Co²⁺ - mediated time - and temperature - dependent activation of neutral α-D-mannosidase from monkey brain

Abstract

Neutral alpha-D-mannosidase from monkey brain was purified by Co²⁺-chelate affinity chromatography and immunoadsorbent affinity chromatography. The purified enzyme, with subunit Mr 45,000, was essentially homogeneous with only traces of two contaminant proteins as revealed by SDS/polyacrylamide-gel electrophoresis and AgNO3 staining. The purified enzyme, on preincubation with Co²⁺ at 37 degrees C or 60 degrees C followed by assay, showed a time-dependent enhancement in activity.
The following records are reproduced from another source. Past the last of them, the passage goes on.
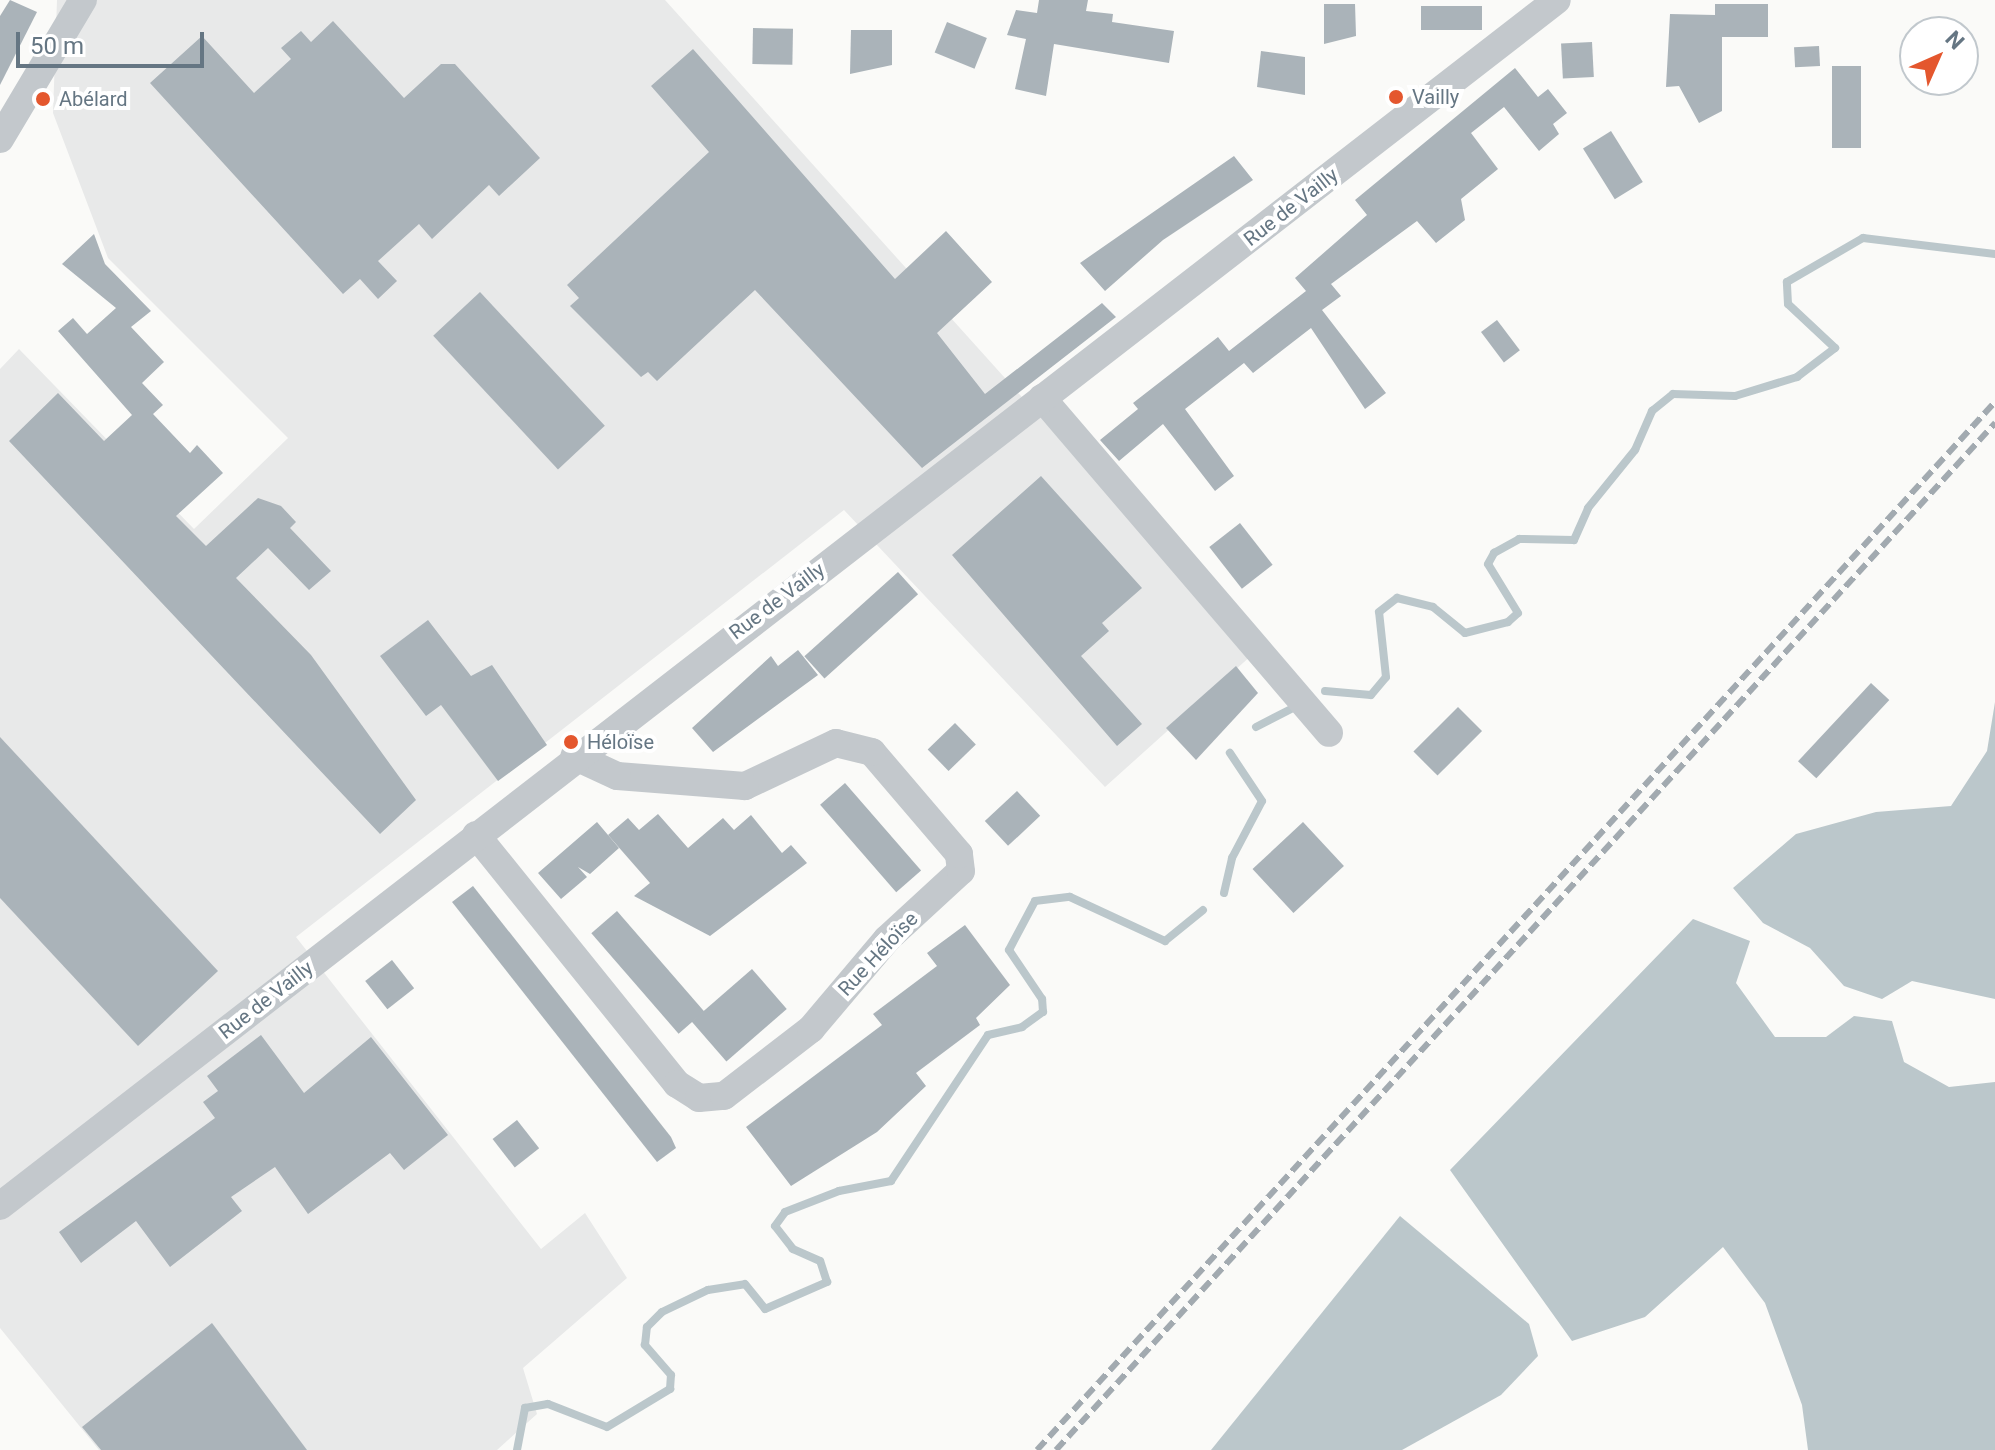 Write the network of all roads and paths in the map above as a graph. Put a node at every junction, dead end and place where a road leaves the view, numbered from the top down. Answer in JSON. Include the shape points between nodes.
{"nodes":[{"id":1,"x":83,"y":0,"type":"edge"},
{"id":2,"x":1557,"y":0,"type":"edge"},
{"id":3,"x":0,"y":139,"type":"edge"},
{"id":4,"x":1042,"y":398,"type":"junction"},
{"id":5,"x":1329,"y":733,"type":"dead end"},
{"id":6,"x":574,"y":756,"type":"junction"},
{"id":7,"x":476,"y":835,"type":"junction"},
{"id":8,"x":0,"y":1206,"type":"edge"}],
"edges":[{"from":1,"to":3,"type":"street"},
{"from":2,"to":4,"type":"street","name":"Rue de Vailly"},
{"from":4,"to":5,"type":"street"},
{"from":4,"to":6,"type":"street","name":"Rue de Vailly"},
{"from":6,"to":7,"type":"street","name":"Rue de Vailly"},
{"from":6,"to":7,"type":"street","name":"Rue Héloïse","via":[[617,776],[745,786],[836,743],[872,752],[959,854],[961,871],[887,939],[811,1029],[724,1096],[699,1098],[677,1084]]},
{"from":7,"to":8,"type":"street","name":"Rue de Vailly"}]} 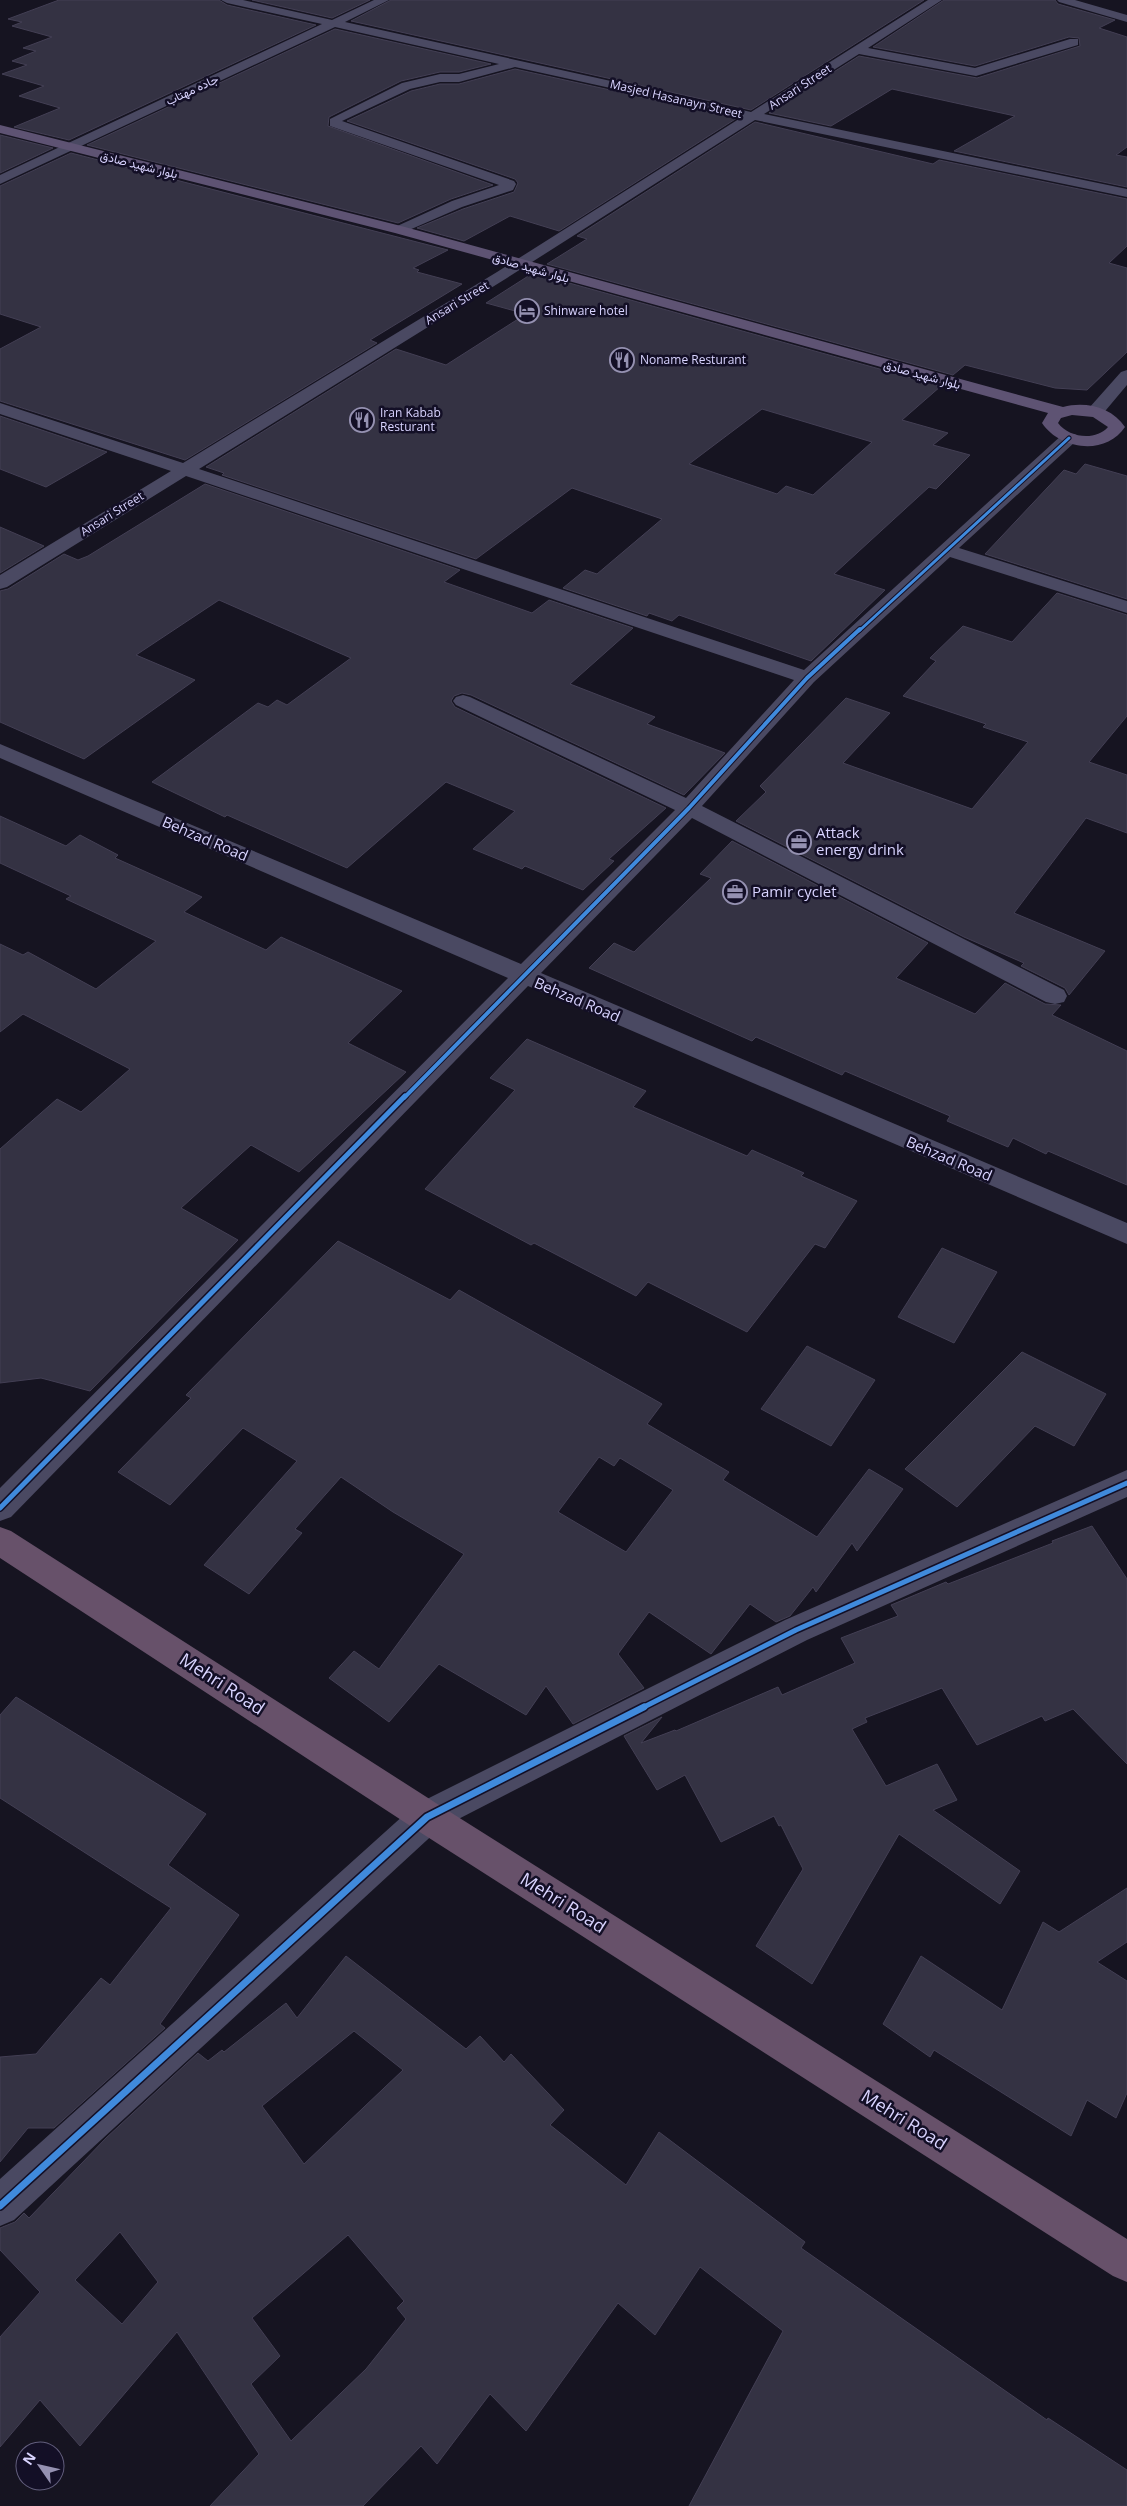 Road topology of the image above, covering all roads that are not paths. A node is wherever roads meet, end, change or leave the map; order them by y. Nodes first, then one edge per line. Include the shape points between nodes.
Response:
1 (226, 0) edge
2 (383, 0) edge
3 (936, 0) edge
4 (1063, 0) edge
5 (1127, 19) edge
6 (332, 24) junction
7 (1074, 42) dead end
8 (858, 50) junction
9 (516, 62) junction
10 (754, 116) junction
11 (0, 129) edge
12 (70, 148) junction
13 (29, 152) dead end
14 (48, 158) junction
15 (67, 163) dead end
16 (0, 180) edge
17 (1127, 193) edge
18 (400, 230) junction
19 (483, 270) dead end
20 (520, 273) junction
21 (502, 275) junction
22 (752, 343) dead end
23 (1127, 375) edge
24 (0, 408) edge
25 (1095, 412) junction
26 (1056, 418) junction
27 (1116, 432) edge
28 (1069, 438) junction
29 (1127, 445) edge
30 (186, 468) junction
31 (946, 550) junction
32 (0, 583) edge
33 (1127, 607) edge
34 (807, 678) junction
35 (463, 701) dead end
36 (0, 750) edge
37 (689, 808) junction
38 (525, 978) junction
39 (1054, 996) dead end
40 (1127, 1234) edge
41 (1127, 1483) edge
42 (0, 1508) edge
43 (0, 1541) edge
44 (427, 1817) junction
45 (0, 2206) edge
46 (1127, 2262) edge

1 - 6 street, Masjed Hasanayn Street
2 - 6 street, جاده مهتاب
3 - 8 street, Ansari Street
4 - 5 street
6 - 9 street, Masjed Hasanayn Street
6 - 12 street, جاده مهتاب
7 - 8 street via 976,72
8 - 10 street, Ansari Street
9 - 10 street, Masjed Hasanayn Street
9 - 18 street via 459,78 440,78 406,86 336,119 335,122 509,184 500,192 458,204
10 - 17 street, Masjed Hasanayn Street
10 - 20 street, Ansari Street
11 - 12 main road, بلوار شهید صادق
12 - 14 street, جاده مهتاب
12 - 18 main road, بلوار شهید صادق
13 - 14 main road
14 - 15 main road
14 - 16 street, جاده مهتاب
18 - 20 main road, بلوار شهید صادق
19 - 21 main road, بلوار شهید صادق
20 - 21 street, Ansari Street
20 - 26 main road, بلوار شهید صادق
21 - 30 street, Ansari Street
22 - 26 main road, بلوار شهید صادق
23 - 25 street
24 - 30 street
25 - 26 main road via 1083,410
25 - 27 main road via 1110,418
26 - 28 main road via 1056,431
27 - 28 main road via 1087,440
27 - 29 main road
28 - 31 street
30 - 32 street, Ansari Street
30 - 34 street
31 - 33 street
31 - 34 street
34 - 37 street
35 - 37 street
36 - 38 street, Behzad Road
37 - 38 street
37 - 39 street
38 - 40 street, Behzad Road
38 - 42 street
41 - 44 street via 796,1630
43 - 44 highway, Mehri Road
44 - 45 street
44 - 46 highway, Mehri Road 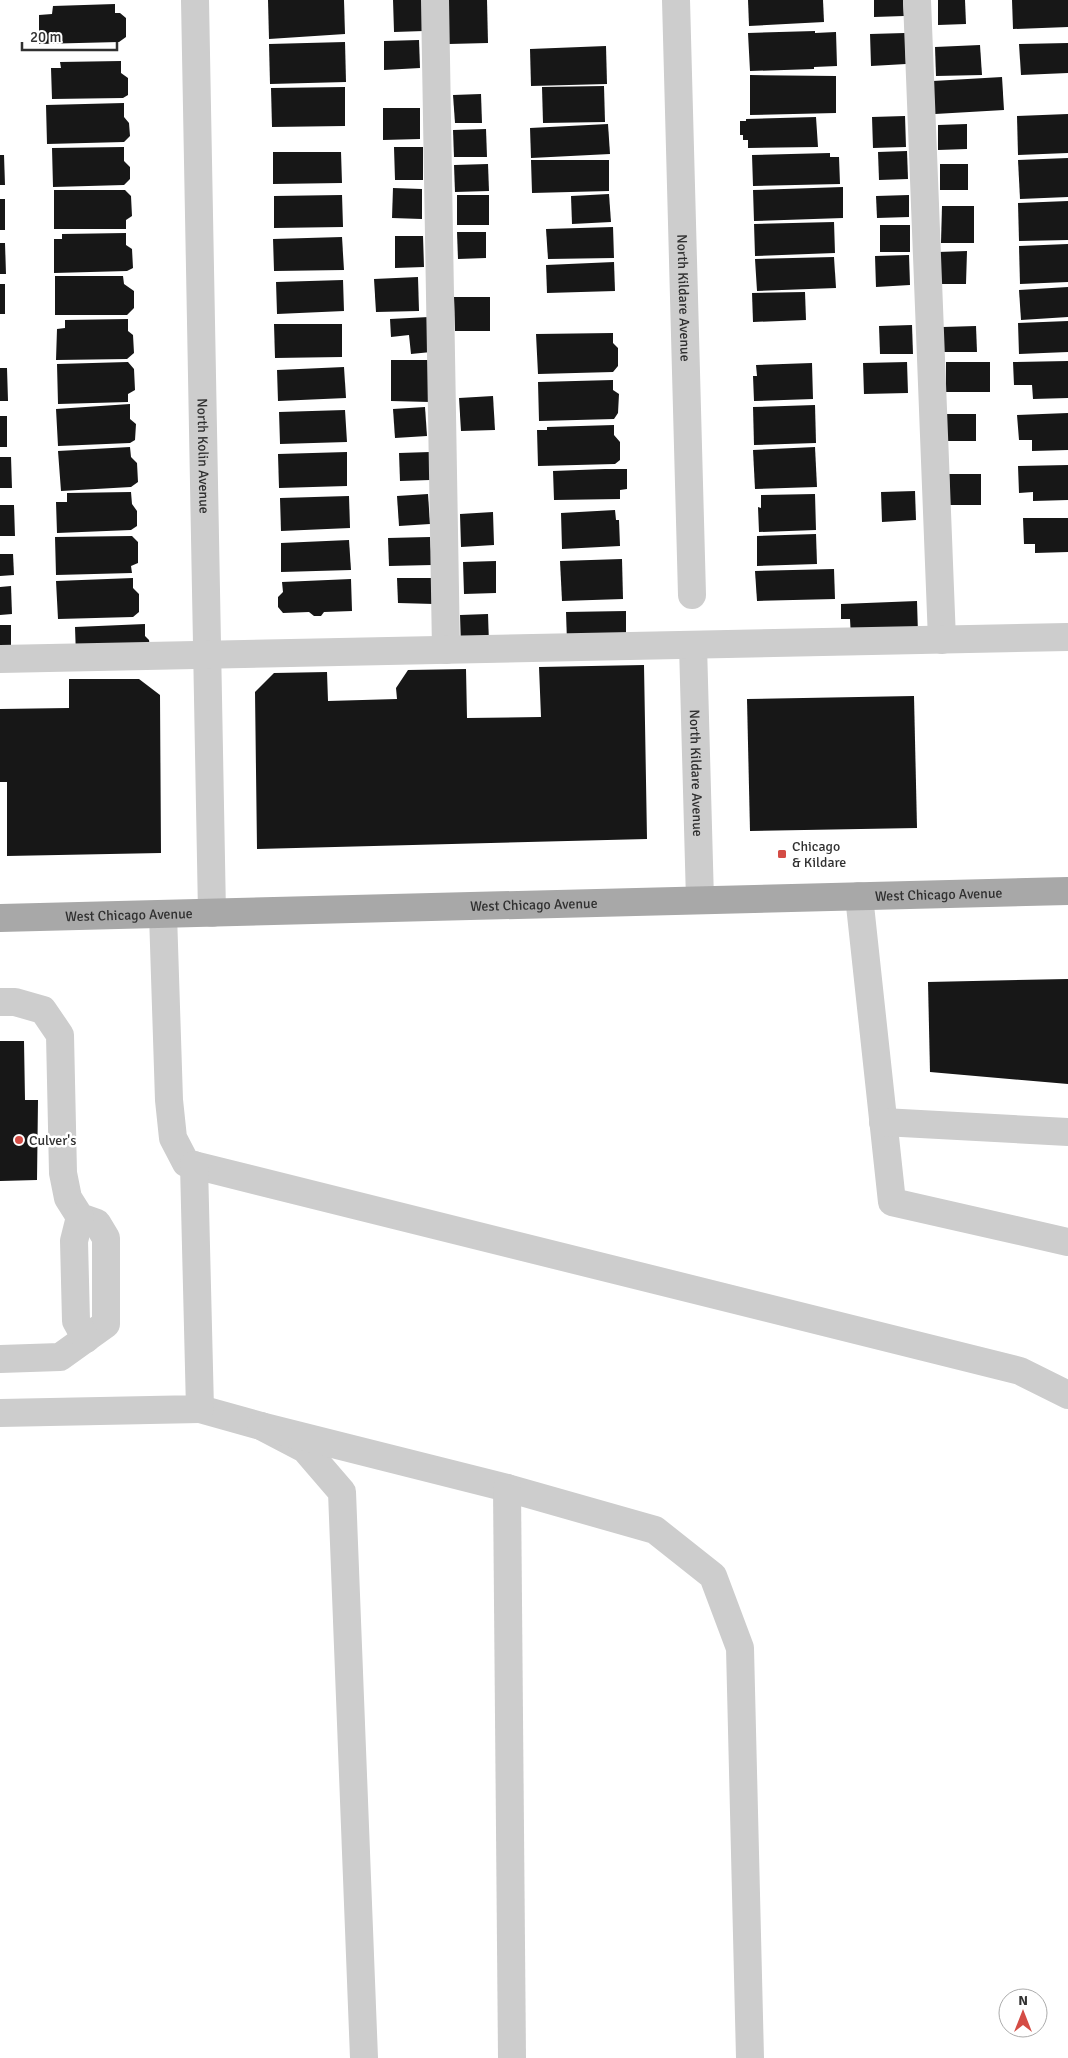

The enhanced activity of the enzyme persisted even after removal of the Co²⁺. Bacitracin could partially prevent the activation. An aminopeptidase activity that was stimulated by Co²⁺ both at 37 degrees C and at 60 degrees C was present in the purified enzyme. After preincubation of the enzyme with Co²⁺ there was evidence for the release of amino acids, as revealed by t.l.c., but the Mr determined by SDS/polyacrylamide-gel electrophoresis was not appreciably altered. It is suggested that a Co²⁺-stimulated thermostable aminopeptidase, inseparable from the neutral mannosidase, may be involved in the stimulation of neutral mannosidase activity during its preincubation with Co²⁺.